Using feelings is not a good method for making decisions because the standard shifts. (See: Standards of Authority.) When a guy gets into compulsive running, whatever he does is never enough (the standard shifts). You see yourself as overweight, but if you compared yourself to standard scales (not your feelings) how would you measure up? I suspect you would find yourself at average or skinnier than average. Thus, you need to measure yourself by an impartial standard and not your personal feelings -- doing so will give you more control.

"And everyone who competes for the prize is temperate in all things. Now they do it to obtain a perishable crown, but we for an imperishable crown. Therefore I run thus: not with uncertainty. Thus I fight: not as one who beats the air. But I discipline my body and bring it into subjection, lest, when I have preached to others, I myself should become disqualified" (I Corinthians 9:25-27).

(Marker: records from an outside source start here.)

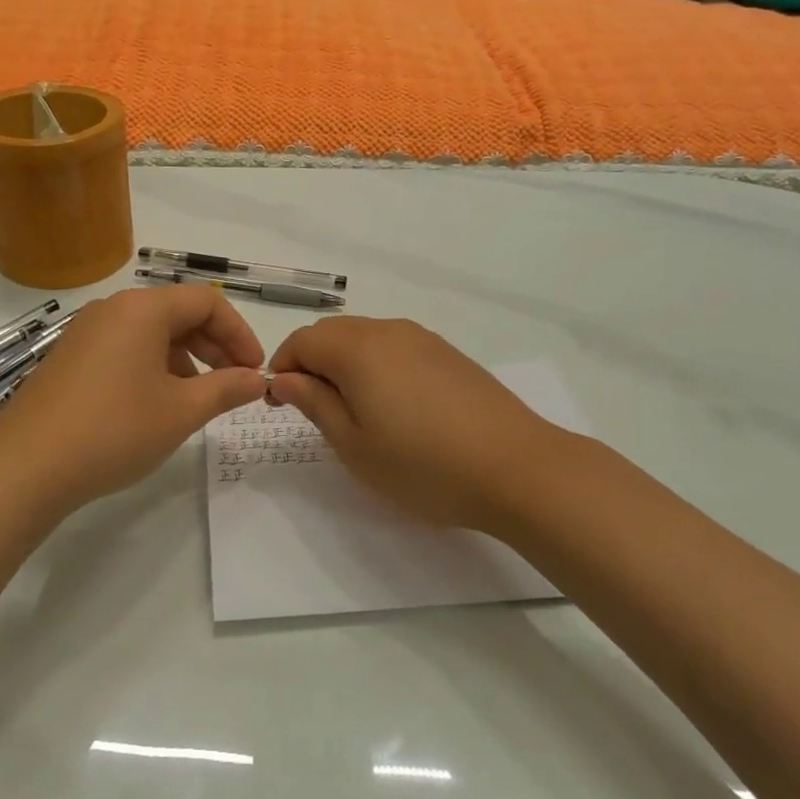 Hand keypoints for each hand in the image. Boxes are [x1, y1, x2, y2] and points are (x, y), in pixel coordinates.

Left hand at [0, 285, 266, 514]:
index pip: (207, 302)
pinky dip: (152, 366)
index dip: (239, 333)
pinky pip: (124, 348)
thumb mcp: (181, 411)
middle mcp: (113, 309)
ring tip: (198, 399)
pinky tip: (156, 404)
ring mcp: (86, 332)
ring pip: (151, 333)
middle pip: (178, 313)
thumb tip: (256, 379)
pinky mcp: (70, 358)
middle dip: (214, 346)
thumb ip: (226, 389)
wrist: (25, 466)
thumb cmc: (114, 429)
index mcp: (143, 309)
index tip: (254, 370)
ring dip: (185, 358)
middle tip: (235, 384)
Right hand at [267, 317, 577, 530]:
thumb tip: (285, 378)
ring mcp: (422, 338)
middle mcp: (387, 331)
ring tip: (355, 412)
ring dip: (344, 364)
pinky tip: (395, 406)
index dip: (283, 368)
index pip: (302, 341)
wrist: (518, 468)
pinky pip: (395, 347)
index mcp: (357, 349)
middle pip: (332, 333)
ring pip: (364, 338)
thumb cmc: (424, 465)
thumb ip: (314, 404)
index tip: (282, 405)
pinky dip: (376, 365)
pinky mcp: (447, 353)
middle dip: (312, 363)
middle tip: (315, 411)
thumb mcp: (355, 445) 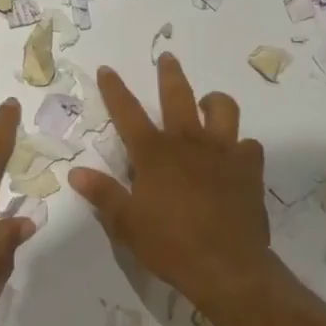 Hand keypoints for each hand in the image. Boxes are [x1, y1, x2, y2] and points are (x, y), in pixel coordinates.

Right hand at [67, 53, 272, 312]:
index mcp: (154, 153)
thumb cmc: (171, 245)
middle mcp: (188, 142)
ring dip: (213, 101)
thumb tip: (76, 173)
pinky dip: (241, 146)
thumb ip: (103, 194)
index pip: (127, 112)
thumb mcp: (127, 224)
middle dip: (169, 74)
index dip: (114, 89)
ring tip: (208, 104)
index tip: (107, 69)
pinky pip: (249, 144)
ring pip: (222, 108)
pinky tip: (236, 155)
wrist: (227, 267)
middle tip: (167, 58)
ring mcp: (223, 151)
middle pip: (177, 95)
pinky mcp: (249, 168) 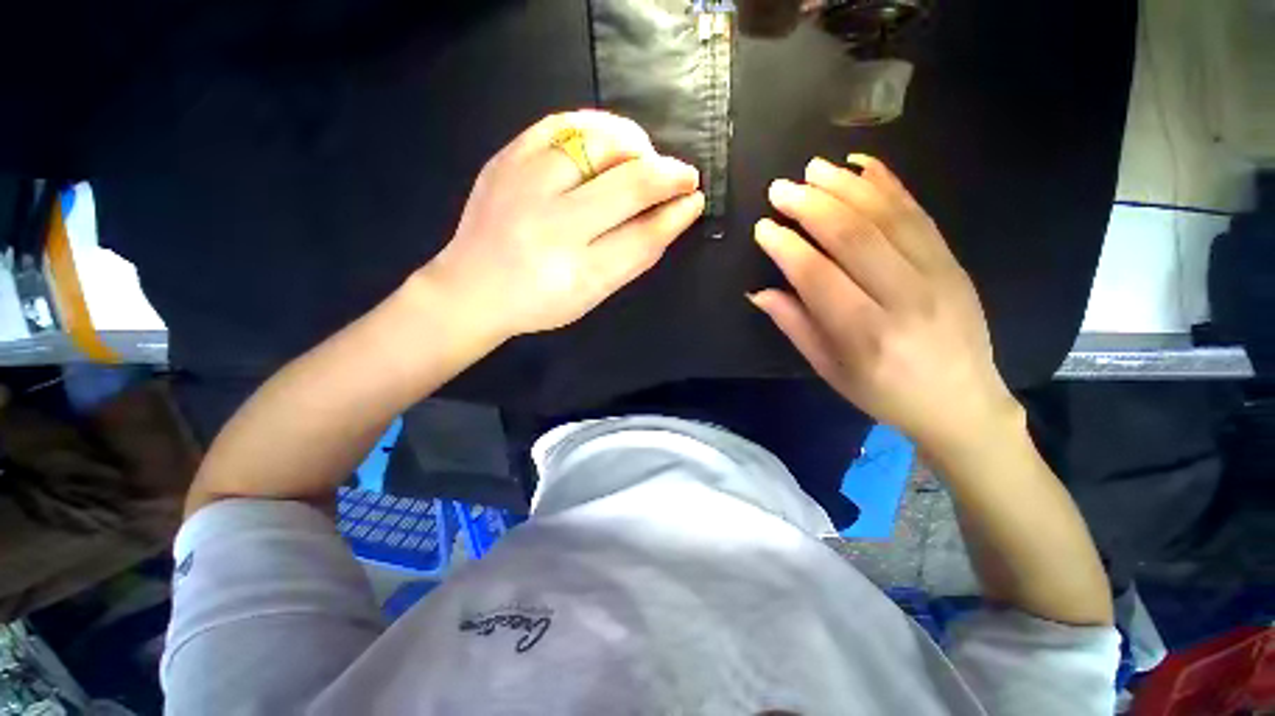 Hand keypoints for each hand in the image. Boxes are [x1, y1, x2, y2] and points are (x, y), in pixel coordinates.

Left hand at [421, 111, 704, 340]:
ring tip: (646, 156)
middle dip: (669, 175)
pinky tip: (610, 139)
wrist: (471, 289)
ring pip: (599, 142)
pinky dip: (596, 125)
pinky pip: (561, 123)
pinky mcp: (506, 159)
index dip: (676, 215)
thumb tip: (671, 216)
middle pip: (629, 185)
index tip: (694, 200)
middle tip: (684, 176)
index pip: (644, 236)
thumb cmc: (539, 302)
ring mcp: (526, 186)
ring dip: (636, 145)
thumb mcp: (592, 295)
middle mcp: (554, 226)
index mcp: (579, 273)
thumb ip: (632, 258)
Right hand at [750, 155, 1020, 455]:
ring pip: (887, 217)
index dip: (787, 248)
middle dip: (811, 206)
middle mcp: (905, 299)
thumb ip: (794, 326)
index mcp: (866, 335)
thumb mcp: (828, 369)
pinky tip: (864, 165)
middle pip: (854, 237)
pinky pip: (920, 214)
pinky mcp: (954, 262)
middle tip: (780, 188)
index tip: (763, 227)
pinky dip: (890, 185)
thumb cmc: (883, 393)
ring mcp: (938, 275)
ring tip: (813, 168)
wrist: (962, 402)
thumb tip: (759, 292)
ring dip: (846, 186)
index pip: (818, 277) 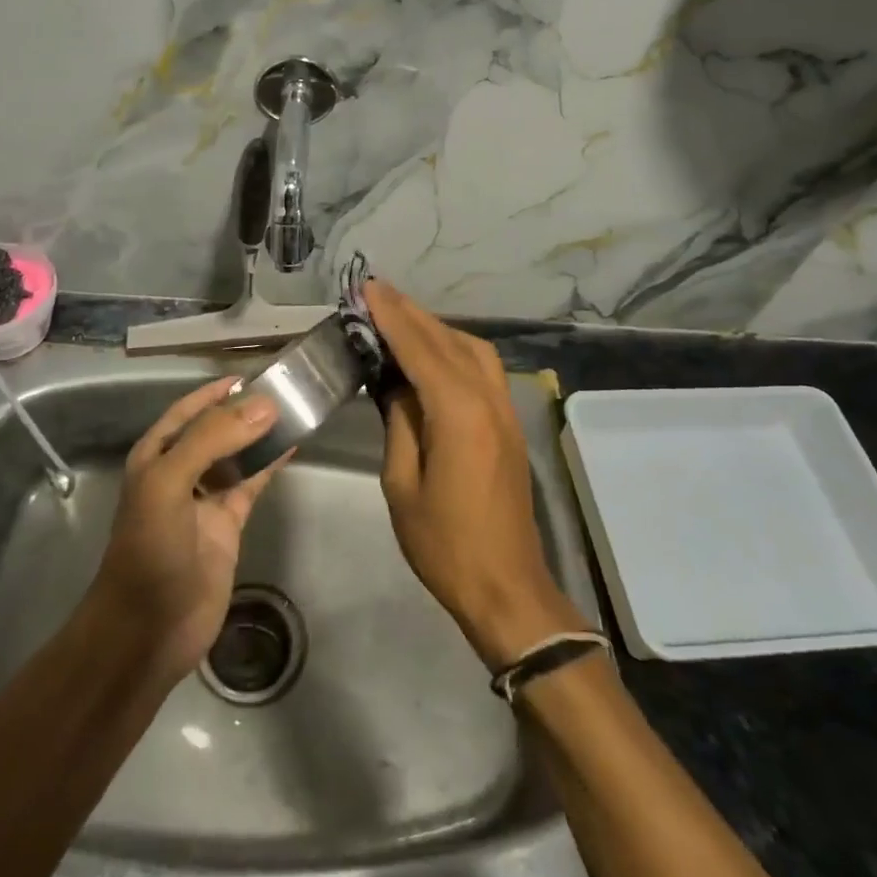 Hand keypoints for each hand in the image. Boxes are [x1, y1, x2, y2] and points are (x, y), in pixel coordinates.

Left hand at [89, 377, 284, 684]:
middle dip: (243, 410)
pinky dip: (270, 464)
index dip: (215, 392)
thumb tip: (264, 404)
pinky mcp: (228, 524)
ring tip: (294, 410)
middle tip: (284, 389)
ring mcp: (205, 499)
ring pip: (237, 455)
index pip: (187, 411)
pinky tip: (292, 446)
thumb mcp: (170, 483)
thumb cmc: (150, 549)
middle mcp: (179, 471)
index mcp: (155, 456)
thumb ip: (213, 439)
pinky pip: (252, 484)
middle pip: (215, 430)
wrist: (148, 629)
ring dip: (260, 435)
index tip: (251, 375)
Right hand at [366, 281, 587, 669]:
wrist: (506, 586)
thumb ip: (400, 424)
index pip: (420, 349)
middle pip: (449, 341)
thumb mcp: (402, 484)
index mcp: (459, 414)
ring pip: (472, 349)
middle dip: (411, 313)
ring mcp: (505, 411)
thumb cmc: (444, 544)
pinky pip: (482, 369)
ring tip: (399, 318)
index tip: (367, 289)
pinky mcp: (509, 424)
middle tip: (376, 293)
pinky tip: (432, 353)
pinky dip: (454, 349)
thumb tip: (395, 385)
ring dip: (436, 328)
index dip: (392, 317)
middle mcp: (488, 400) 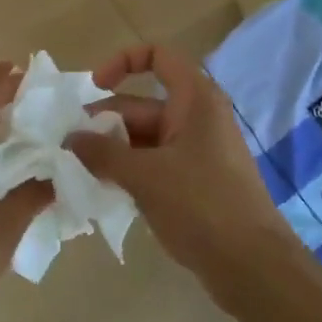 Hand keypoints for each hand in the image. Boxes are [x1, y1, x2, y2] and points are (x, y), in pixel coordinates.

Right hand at [65, 45, 298, 308]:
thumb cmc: (201, 205)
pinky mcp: (196, 181)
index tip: (94, 87)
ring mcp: (197, 151)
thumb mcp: (145, 175)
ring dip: (113, 151)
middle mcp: (197, 117)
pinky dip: (130, 170)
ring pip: (145, 138)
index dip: (123, 62)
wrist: (252, 266)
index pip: (158, 56)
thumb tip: (70, 139)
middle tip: (68, 148)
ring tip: (78, 171)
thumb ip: (103, 153)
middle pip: (142, 104)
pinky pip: (155, 163)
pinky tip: (103, 190)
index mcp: (194, 99)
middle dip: (105, 122) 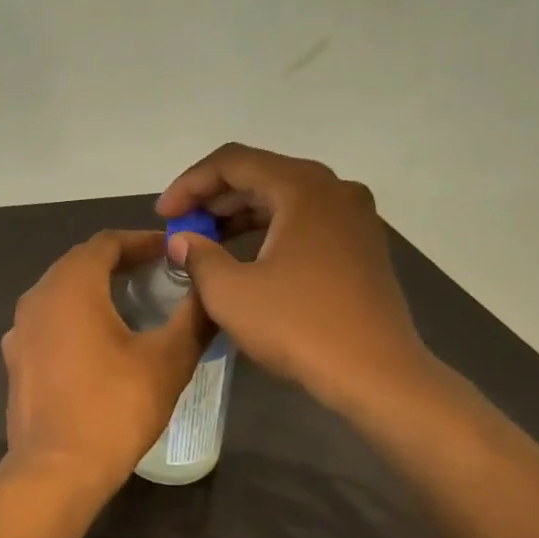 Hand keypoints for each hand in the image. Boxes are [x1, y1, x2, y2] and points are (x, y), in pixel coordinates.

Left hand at [2, 231, 210, 500]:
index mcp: (70, 286)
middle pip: (79, 263)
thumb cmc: (115, 407)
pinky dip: (74, 317)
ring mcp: (20, 330)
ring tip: (132, 304)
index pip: (106, 243)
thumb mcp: (168, 360)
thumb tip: (211, 289)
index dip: (141, 241)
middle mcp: (36, 298)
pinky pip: (48, 321)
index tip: (171, 251)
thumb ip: (193, 317)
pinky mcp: (16, 359)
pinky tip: (97, 342)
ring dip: (95, 289)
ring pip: (60, 292)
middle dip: (118, 262)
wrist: (56, 470)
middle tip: (156, 274)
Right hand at [157, 143, 431, 413]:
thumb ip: (199, 256)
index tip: (163, 214)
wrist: (376, 375)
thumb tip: (183, 239)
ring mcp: (355, 218)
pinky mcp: (363, 246)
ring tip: (207, 240)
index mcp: (302, 188)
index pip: (232, 162)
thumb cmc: (298, 325)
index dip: (189, 183)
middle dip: (214, 198)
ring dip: (241, 214)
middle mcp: (334, 190)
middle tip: (181, 225)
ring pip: (285, 198)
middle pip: (261, 174)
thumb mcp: (230, 292)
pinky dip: (271, 229)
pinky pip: (307, 220)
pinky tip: (249, 256) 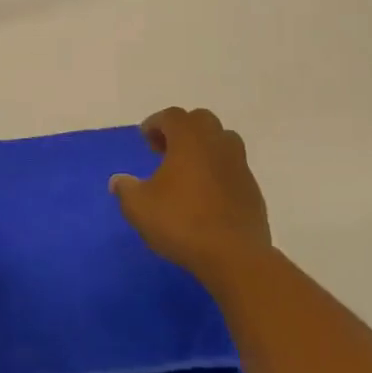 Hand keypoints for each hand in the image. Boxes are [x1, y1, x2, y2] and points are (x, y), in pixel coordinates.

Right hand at [111, 107, 272, 286]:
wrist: (235, 256)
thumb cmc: (182, 222)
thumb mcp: (139, 207)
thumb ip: (125, 189)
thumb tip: (118, 181)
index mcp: (189, 140)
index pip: (172, 116)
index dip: (155, 123)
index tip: (144, 139)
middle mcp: (217, 144)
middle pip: (201, 121)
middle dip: (181, 130)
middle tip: (165, 151)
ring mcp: (239, 166)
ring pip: (222, 141)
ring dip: (203, 148)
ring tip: (187, 171)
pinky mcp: (252, 189)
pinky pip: (232, 168)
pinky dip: (218, 171)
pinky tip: (206, 195) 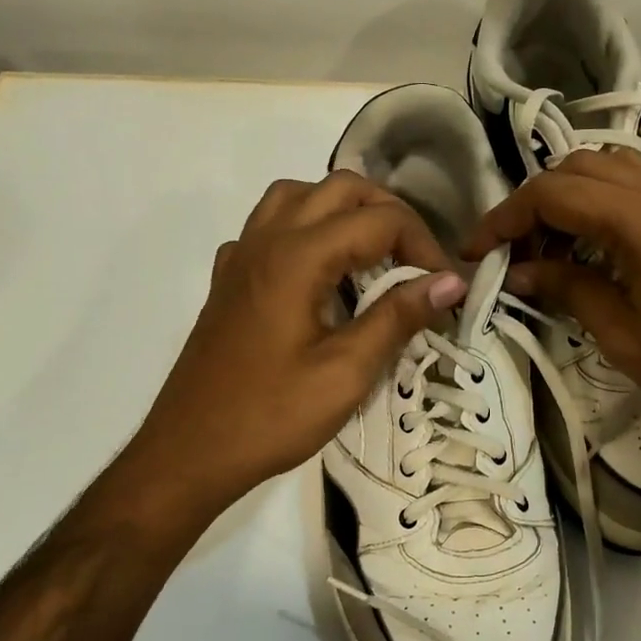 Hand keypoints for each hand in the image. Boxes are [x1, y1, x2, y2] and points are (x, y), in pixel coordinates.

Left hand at [113, 173, 467, 518]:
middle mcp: (267, 240)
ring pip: (298, 196)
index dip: (423, 245)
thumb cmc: (271, 416)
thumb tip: (451, 281)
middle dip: (389, 214)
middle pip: (339, 188)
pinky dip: (304, 230)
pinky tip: (318, 272)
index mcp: (298, 257)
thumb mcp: (347, 371)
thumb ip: (398, 317)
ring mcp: (241, 256)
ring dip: (344, 211)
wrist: (189, 452)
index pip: (379, 220)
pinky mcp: (228, 279)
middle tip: (417, 262)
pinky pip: (268, 227)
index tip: (444, 287)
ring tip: (372, 254)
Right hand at [462, 149, 640, 453]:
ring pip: (614, 170)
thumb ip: (568, 289)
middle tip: (517, 254)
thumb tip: (520, 272)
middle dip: (537, 203)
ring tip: (553, 249)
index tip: (477, 252)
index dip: (506, 219)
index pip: (553, 193)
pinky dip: (608, 204)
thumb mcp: (622, 334)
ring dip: (573, 198)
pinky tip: (599, 249)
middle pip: (580, 169) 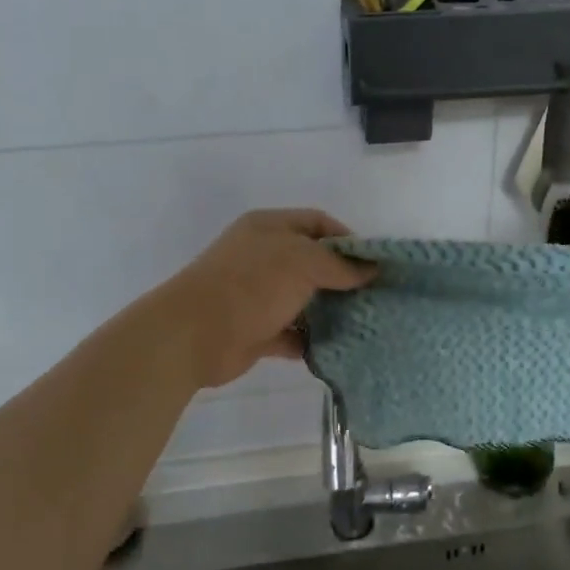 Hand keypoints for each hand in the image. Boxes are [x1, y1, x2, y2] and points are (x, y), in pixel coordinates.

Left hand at [162, 210, 374, 388]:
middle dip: (342, 277)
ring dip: (329, 311)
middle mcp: (262, 257)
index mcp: (269, 227)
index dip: (347, 237)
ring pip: (303, 299)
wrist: (194, 334)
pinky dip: (310, 340)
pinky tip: (336, 348)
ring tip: (364, 321)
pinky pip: (291, 333)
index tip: (374, 262)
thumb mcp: (303, 262)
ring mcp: (257, 295)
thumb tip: (370, 270)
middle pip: (312, 261)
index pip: (317, 222)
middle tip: (374, 294)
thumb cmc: (251, 285)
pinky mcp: (255, 330)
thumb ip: (340, 265) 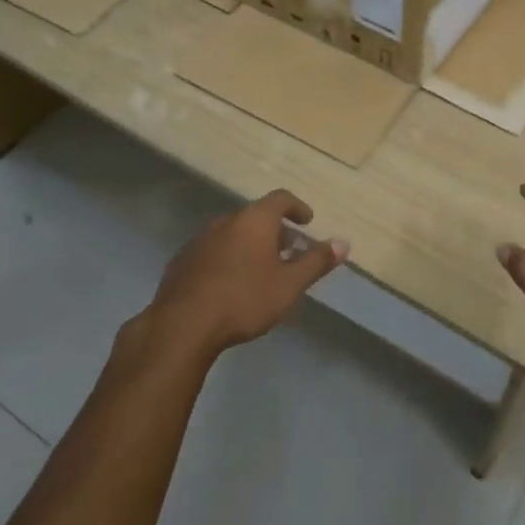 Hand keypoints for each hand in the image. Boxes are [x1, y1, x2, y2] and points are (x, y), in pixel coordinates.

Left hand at [145, 190, 347, 358]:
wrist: (182, 325)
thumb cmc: (244, 300)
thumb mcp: (289, 285)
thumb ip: (316, 262)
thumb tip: (342, 243)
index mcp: (254, 220)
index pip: (280, 198)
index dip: (297, 207)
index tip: (307, 221)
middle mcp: (226, 221)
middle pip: (256, 216)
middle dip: (275, 230)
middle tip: (288, 251)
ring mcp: (200, 239)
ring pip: (233, 233)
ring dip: (250, 244)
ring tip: (261, 269)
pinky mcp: (182, 260)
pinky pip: (213, 250)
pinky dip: (228, 258)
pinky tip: (231, 284)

Paul uses the concept of athletics to illustrate some important spiritual points, but I would like to turn this around to note the points about athletics that should be obvious.

Run for the prize

Yes, your mood improves when exercising because it releases serotonin that improves your mood. You feel that you've accomplished something, even if it is only temporary. There is no problem enjoying what you accomplish, but it becomes a problem when you can't accomplish other things and still find enjoyment.

Temperate in all things

When you were a teenager, about 50% of all boys go through a phase of weight gain before they shoot up and mature. You would have probably slimmed down anyway, but you took up running, which isn't a bad thing by itself. The problem is that you have it fixed in your mind that any stoppage will mean an automatic weight gain.

Being temperate in all things includes temperance in running. Even good things can be overdone. To get the maximum benefit from any exercise, there has to be a recovery time.

Run with certainty

So rather than let your feelings run (and ruin) your life, I would like you to use your head. Make a three-month training program that you know is sensible and doable, and then stick to it. That means having at least one day per week scheduled as a recovery day. On that day you do stretches after a brief warm-up, but no hard exercising and no running. Alternate days when you go hard, go for distance, and some easy short runs. Do not go beyond what you have already planned. You can miss a day, but you can't make up for it or run beyond what you have planned. Mix things up. Run different courses. Run in different directions. Run different speeds and different lengths of time. The idea is to break the compulsion by not always doing the same thing -- which includes forcing yourself to take a day off.

Box

Once you've gotten used to scheduling your running and sticking to your plan, change your routine some more. Instead of running, one day each week substitute a different type of exercise. You will still be burning calories, but again, you'll be breaking the compulsion that it has to be done exactly the same way.

Discipline

In regards to meals, plan what and how much you will eat beforehand. For example, plan that you will have a piece of meat the size of your palm, two sides the size of your fist, and either no dessert or one dessert that is half of a normal serving. If you are at a restaurant, before you eat, mark out what you plan to eat and either push the extra off to the side or ask for a "to-go" box immediately and put the extras in there for another meal later. By controlling your intake, you won't feel the need as strongly to burn off what you ate because you know you didn't overeat.

But in the end, exercise is about this life. It has benefits, but it can't do you well in the long run. "For bodily exercise profits a little, but godliness is profitable for all things, having promise of the life that now is and of that which is to come" (I Timothy 6:11).